YOUR ASSIGNMENT: Please give back every entry in full, word for word, but none of the pictures.

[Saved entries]
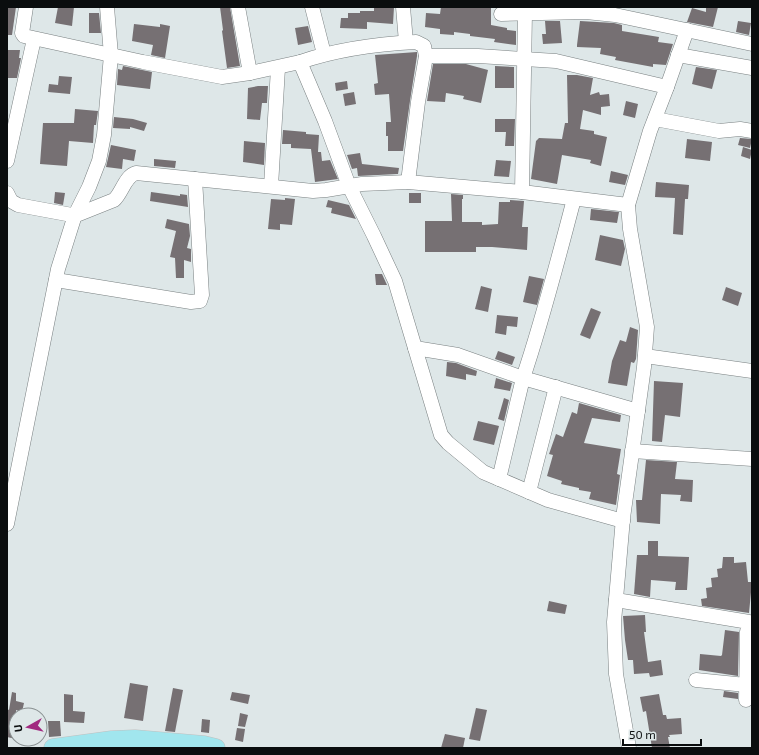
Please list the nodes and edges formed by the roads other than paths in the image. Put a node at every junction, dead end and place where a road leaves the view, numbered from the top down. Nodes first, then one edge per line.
1 (26, 7) edge
2 (107, 7) edge
3 (238, 7) edge
4 (312, 7) edge
5 (403, 7) edge
6 (525, 12) junction
7 (501, 14) dead end
8 (687, 30) junction
9 (34, 39) junction
10 (406, 42) junction
11 (752, 44) edge
12 (324, 54) junction
13 (111, 55) junction
14 (678, 55) junction
15 (426, 56) junction
16 (525, 58) junction
17 (300, 62) junction
18 (278, 68) junction
19 (752, 68) edge
20 (250, 73) junction
21 (667, 86) junction
22 (655, 119) junction
23 (752, 131) edge
24 (7, 160) edge
25 (195, 179) junction
26 (408, 182) junction
27 (271, 186) junction
28 (349, 186) junction
29 (522, 192) junction
30 (7, 193) edge
31 (574, 199) junction
32 (628, 205) junction
33 (75, 215) junction
34 (56, 280) junction
35 (415, 348) junction
36 (645, 356) junction
37 (752, 371) edge
38 (523, 378) junction
39 (556, 387) junction
40 (638, 411) junction
41 (632, 451) junction
42 (752, 459) edge
43 (499, 479) junction
44 (529, 492) junction
45 (623, 521) junction
46 (7, 524) edge
47 (616, 600) junction
48 (750, 622) edge
49 (696, 680) dead end
50 (746, 685) junction
51 (746, 700) dead end
52 (86, 746) edge
53 (53, 748) edge
54 (216, 748) edge
55 (629, 748) edge

1 - 9 street
2 - 13 street
3 - 20 street
4 - 12 street
5 - 10 street
6 - 7 street
6 - 8 street
6 - 16 street
8 - 11 street
8 - 14 street
9 - 13 street
9 - 24 street
10 - 12 street
10 - 15 street
12 - 17 street
13 - 20 street
13 - 33 street
14 - 19 street
14 - 21 street
15 - 16 street
15 - 26 street
16 - 21 street
16 - 29 street
17 - 18 street
17 - 28 street
18 - 20 street
18 - 27 street
21 - 22 street
22 - 23 street
22 - 32 street
25 - 27 street
25 - 33 street
25 - 34 street
26 - 28 street
26 - 29 street
27 - 28 street
28 - 35 street
29 - 31 street
30 - 33 street
31 - 32 street
31 - 38 street
32 - 36 street
33 - 34 street
34 - 46 street
35 - 38 street
35 - 43 street
36 - 37 street
36 - 40 street
38 - 39 street
38 - 43 street
39 - 40 street
39 - 44 street
40 - 41 street
41 - 42 street
41 - 45 street
43 - 44 street
44 - 45 street
45 - 47 street
47 - 48 street
47 - 55 street
48 - 50 street
49 - 50 street
50 - 51 street
52 - 53 main road
52 - 54 main road

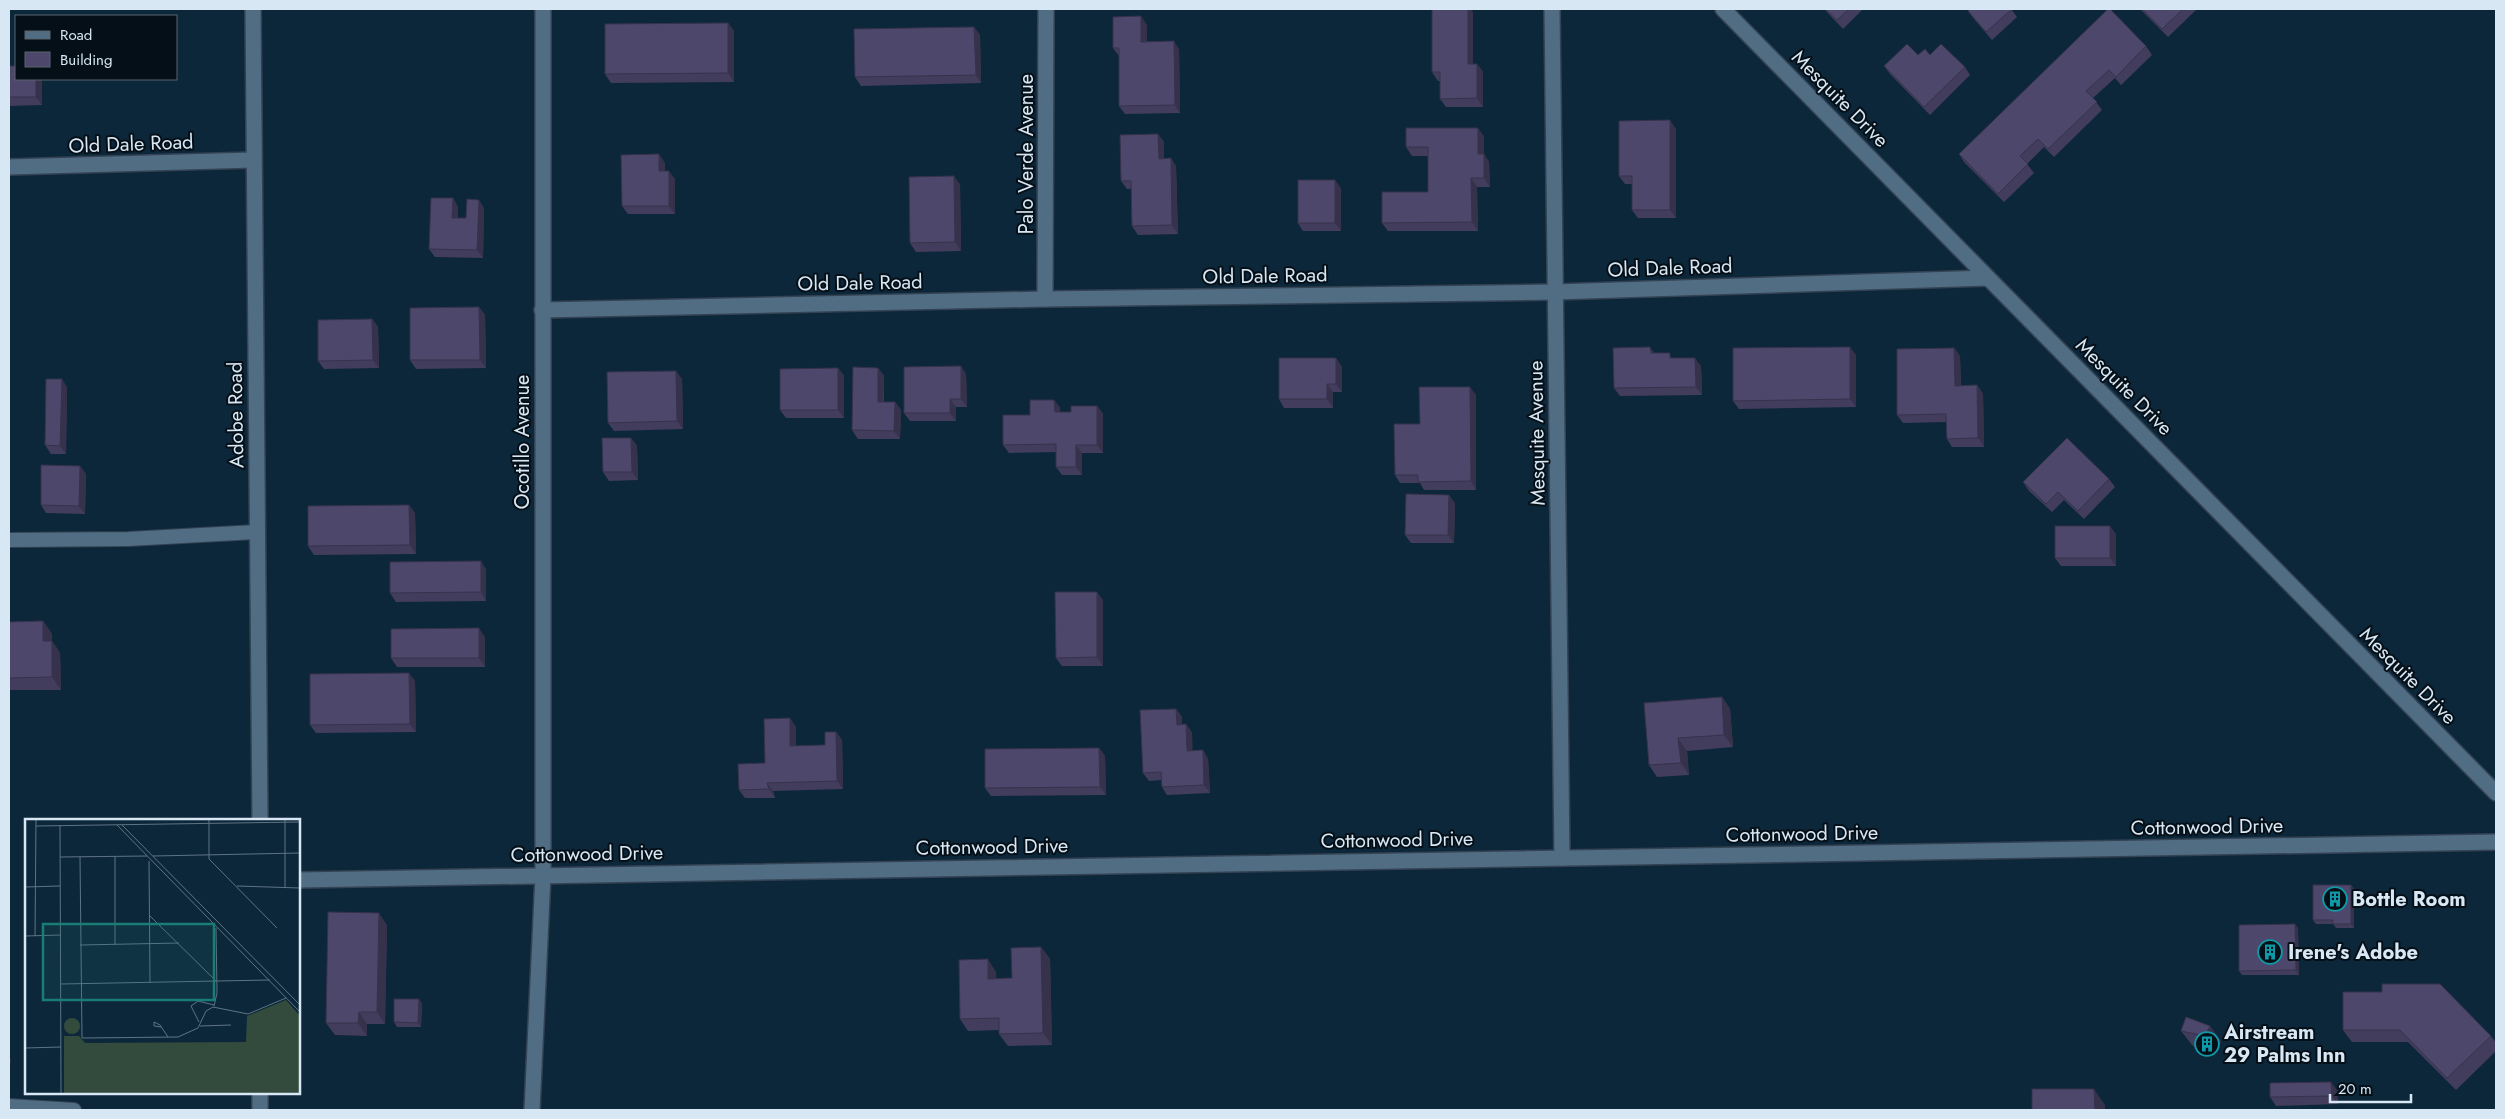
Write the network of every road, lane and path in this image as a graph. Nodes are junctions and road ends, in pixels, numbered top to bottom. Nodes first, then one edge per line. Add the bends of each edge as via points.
1 (253, 9) edge
2 (543, 9) edge
3 (1046, 9) edge
4 (1552, 9) edge
5 (1723, 9) edge
6 (253, 160) junction
7 (9, 167) edge
8 (1988, 278) junction
9 (1556, 292) junction
10 (1045, 299) junction
11 (542, 310) junction
12 (257, 532) junction
13 (9, 540) edge
14 (2496, 793) edge
15 (260, 819) edge
16 (2496, 842) edge
17 (1562, 858) junction
18 (543, 875) junction
19 (300, 880) edge
20 (260, 1094) edge
21 (9, 1106) edge
22 (74, 1110) edge
23 (260, 1110) edge
24 (532, 1110) edge

1 - 6 street, Adobe Road
2 - 11 street, Ocotillo Avenue
3 - 10 street, Palo Verde Avenue
4 - 9 street, Mesquite Avenue
5 - 8 street, Mesquite Drive
6 - 7 street, Old Dale Road
6 - 12 street, Adobe Road
8 - 9 street, Old Dale Road
8 - 14 street, Mesquite Drive
9 - 10 street, Old Dale Road
9 - 17 street, Mesquite Avenue
10 - 11 street, Old Dale Road
11 - 18 street, Ocotillo Avenue
12 - 13 lane via 128,539
12 - 15 street, Adobe Road
16 - 17 street, Cottonwood Drive
17 - 18 street, Cottonwood Drive
18 - 19 street, Cottonwood Drive
18 - 24 street, Ocotillo Avenue
20 - 23 street
21 - 22 lane

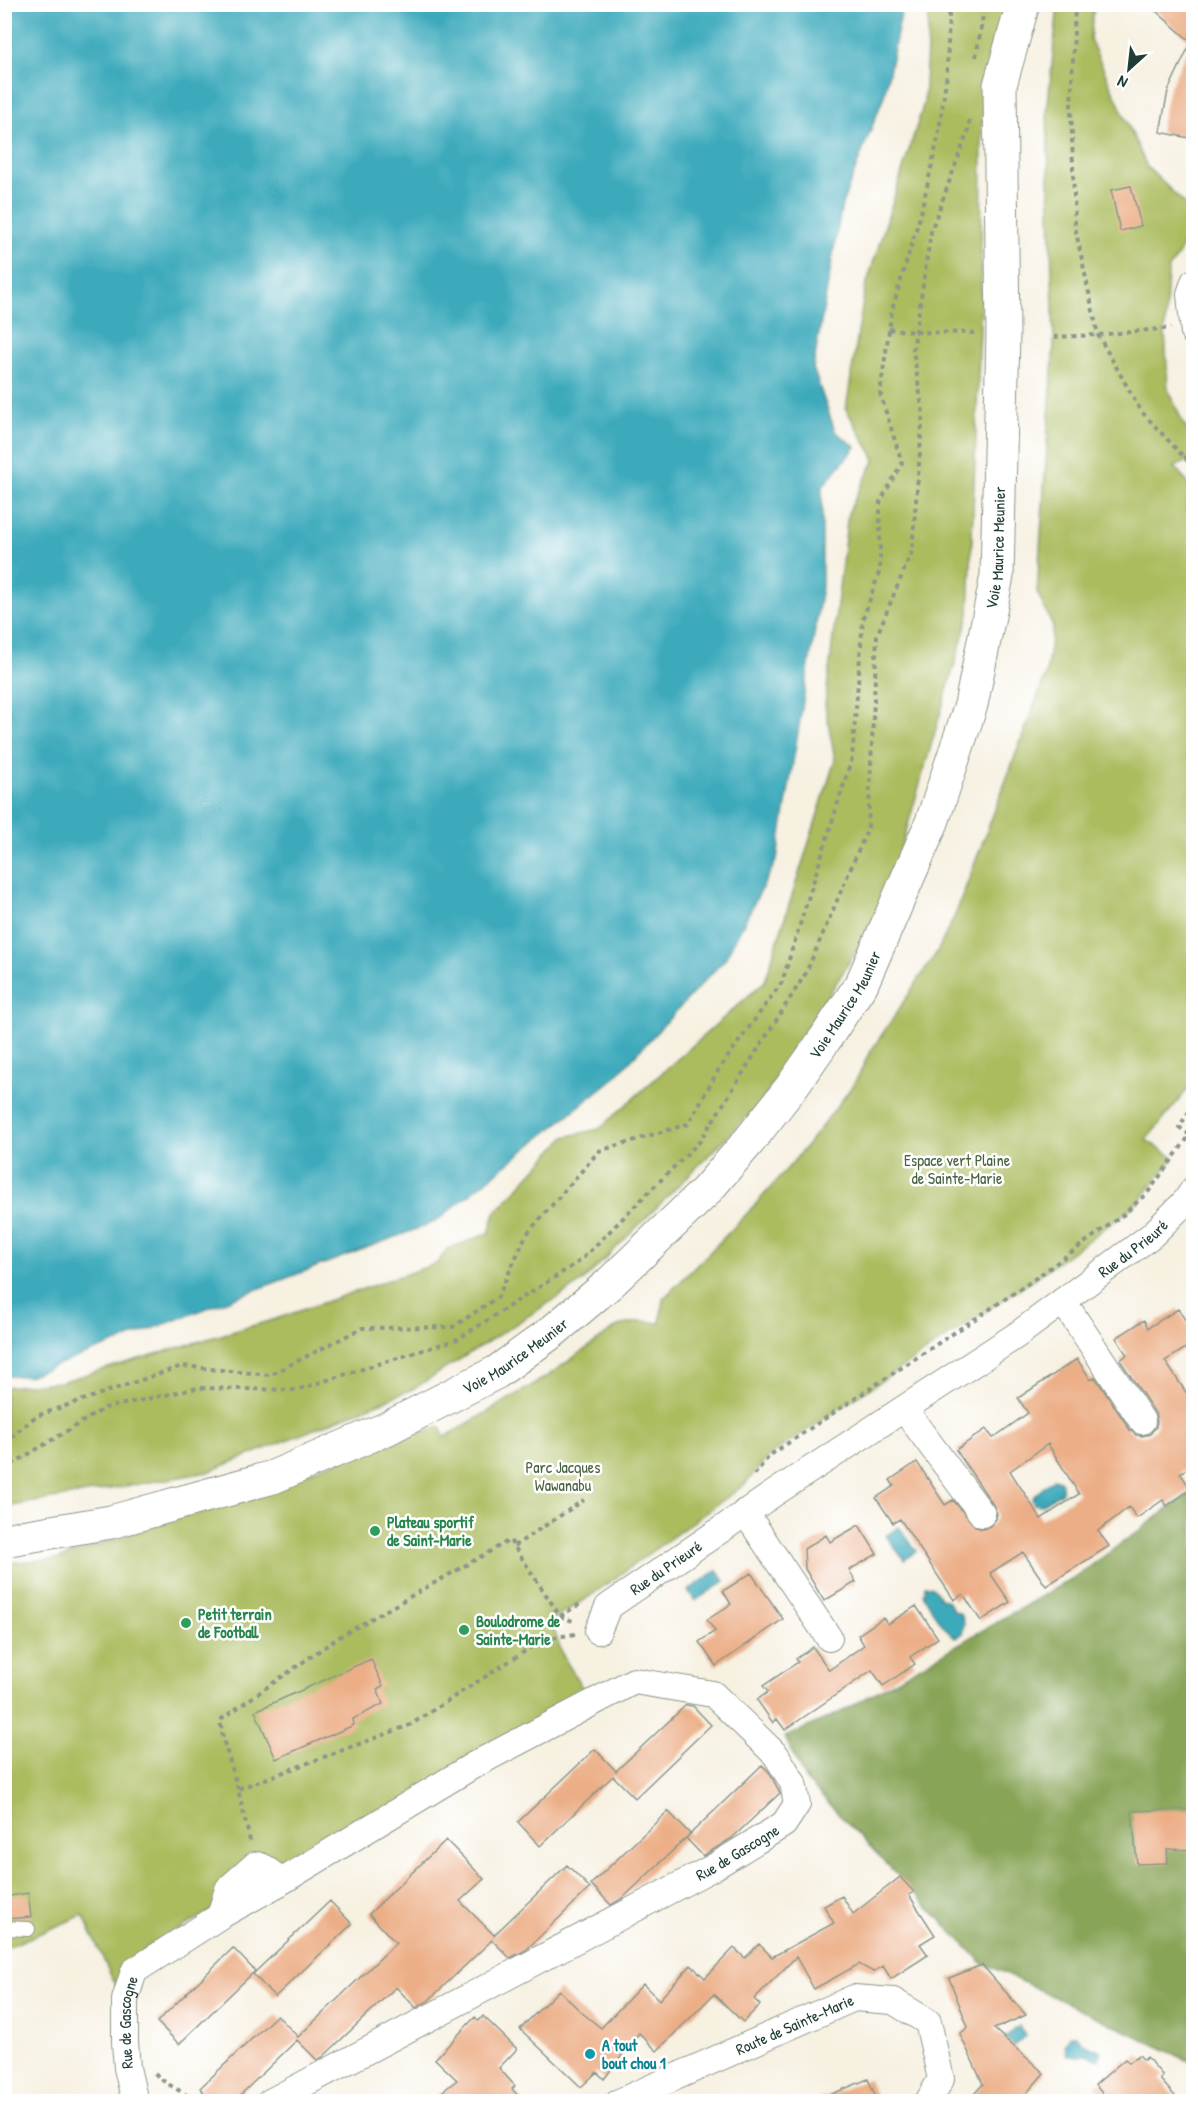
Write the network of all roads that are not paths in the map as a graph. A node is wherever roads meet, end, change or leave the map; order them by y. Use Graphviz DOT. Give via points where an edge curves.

ANSWER BOX:
Please list the nodes and edges formed by the roads other than paths in the image. Put a node at every junction, dead end and place where a road leaves the view, numbered from the top down. Nodes first, then one edge per line.
1 (26, 7) edge
2 (107, 7) edge
3 (238, 7) edge
4 (312, 7) edge
5 (403, 7) edge
6 (525, 12) junction
7 (501, 14) dead end
8 (687, 30) junction
9 (34, 39) junction
10 (406, 42) junction
11 (752, 44) edge
12 (324, 54) junction
13 (111, 55) junction
14 (678, 55) junction
15 (426, 56) junction
16 (525, 58) junction
17 (300, 62) junction
18 (278, 68) junction
19 (752, 68) edge
20 (250, 73) junction
21 (667, 86) junction
22 (655, 119) junction
23 (752, 131) edge
24 (7, 160) edge
25 (195, 179) junction
26 (408, 182) junction
27 (271, 186) junction
28 (349, 186) junction
29 (522, 192) junction
30 (7, 193) edge
31 (574, 199) junction
32 (628, 205) junction
33 (75, 215) junction
34 (56, 280) junction
35 (415, 348) junction
36 (645, 356) junction
37 (752, 371) edge
38 (523, 378) junction
39 (556, 387) junction
40 (638, 411) junction
41 (632, 451) junction
42 (752, 459) edge
43 (499, 479) junction
44 (529, 492) junction
45 (623, 521) junction
46 (7, 524) edge
47 (616, 600) junction
48 (750, 622) edge
49 (696, 680) dead end
50 (746, 685) junction
51 (746, 700) dead end
52 (86, 746) edge
53 (53, 748) edge
54 (216, 748) edge
55 (629, 748) edge

1 - 9 street
2 - 13 street
3 - 20 street
4 - 12 street
5 - 10 street
6 - 7 street
6 - 8 street
6 - 16 street
8 - 11 street
8 - 14 street
9 - 13 street
9 - 24 street
10 - 12 street
10 - 15 street
12 - 17 street
13 - 20 street
13 - 33 street
14 - 19 street
14 - 21 street
15 - 16 street
15 - 26 street
16 - 21 street
16 - 29 street
17 - 18 street
17 - 28 street
18 - 20 street
18 - 27 street
21 - 22 street
22 - 23 street
22 - 32 street
25 - 27 street
25 - 33 street
25 - 34 street
26 - 28 street
26 - 29 street
27 - 28 street
28 - 35 street
29 - 31 street
30 - 33 street
31 - 32 street
31 - 38 street
32 - 36 street
33 - 34 street
34 - 46 street
35 - 38 street
35 - 43 street
36 - 37 street
36 - 40 street
38 - 39 street
38 - 43 street
39 - 40 street
39 - 44 street
40 - 41 street
41 - 42 street
41 - 45 street
43 - 44 street
44 - 45 street
45 - 47 street
47 - 48 street
47 - 55 street
48 - 50 street
49 - 50 street
50 - 51 street
52 - 53 main road
52 - 54 main road

Write the network of every road, lane and path in this image as a graph. Nodes are junctions and road ends, in pixels, numbered top to bottom. Nodes first, then one edge per line. Add the bends of each edge as via points.
1 (253, 9) edge
2 (543, 9) edge
3 (1046, 9) edge
4 (1552, 9) edge
5 (1723, 9) edge
6 (253, 160) junction
7 (9, 167) edge
8 (1988, 278) junction
9 (1556, 292) junction
10 (1045, 299) junction
11 (542, 310) junction
12 (257, 532) junction
13 (9, 540) edge
14 (2496, 793) edge
15 (260, 819) edge
16 (2496, 842) edge
17 (1562, 858) junction
18 (543, 875) junction
19 (300, 880) edge
20 (260, 1094) edge
21 (9, 1106) edge
22 (74, 1110) edge
23 (260, 1110) edge
24 (532, 1110) edge

1 - 6 street, Adobe Road
2 - 11 street, Ocotillo Avenue
3 - 10 street, Palo Verde Avenue
4 - 9 street, Mesquite Avenue
5 - 8 street, Mesquite Drive
6 - 7 street, Old Dale Road
6 - 12 street, Adobe Road
8 - 9 street, Old Dale Road
8 - 14 street, Mesquite Drive
9 - 10 street, Old Dale Road
9 - 17 street, Mesquite Avenue
10 - 11 street, Old Dale Road
11 - 18 street, Ocotillo Avenue
12 - 13 lane via 128,539
12 - 15 street, Adobe Road
16 - 17 street, Cottonwood Drive
17 - 18 street, Cottonwood Drive
18 - 19 street, Cottonwood Drive
18 - 24 street, Ocotillo Avenue
20 - 23 street
21 - 22 lane

Write the network of all roads that are not paths in the map as a graph. A node is wherever roads meet, end, change or leave the map; order them by y. Use Graphviz DOT. Give via points where an edge curves.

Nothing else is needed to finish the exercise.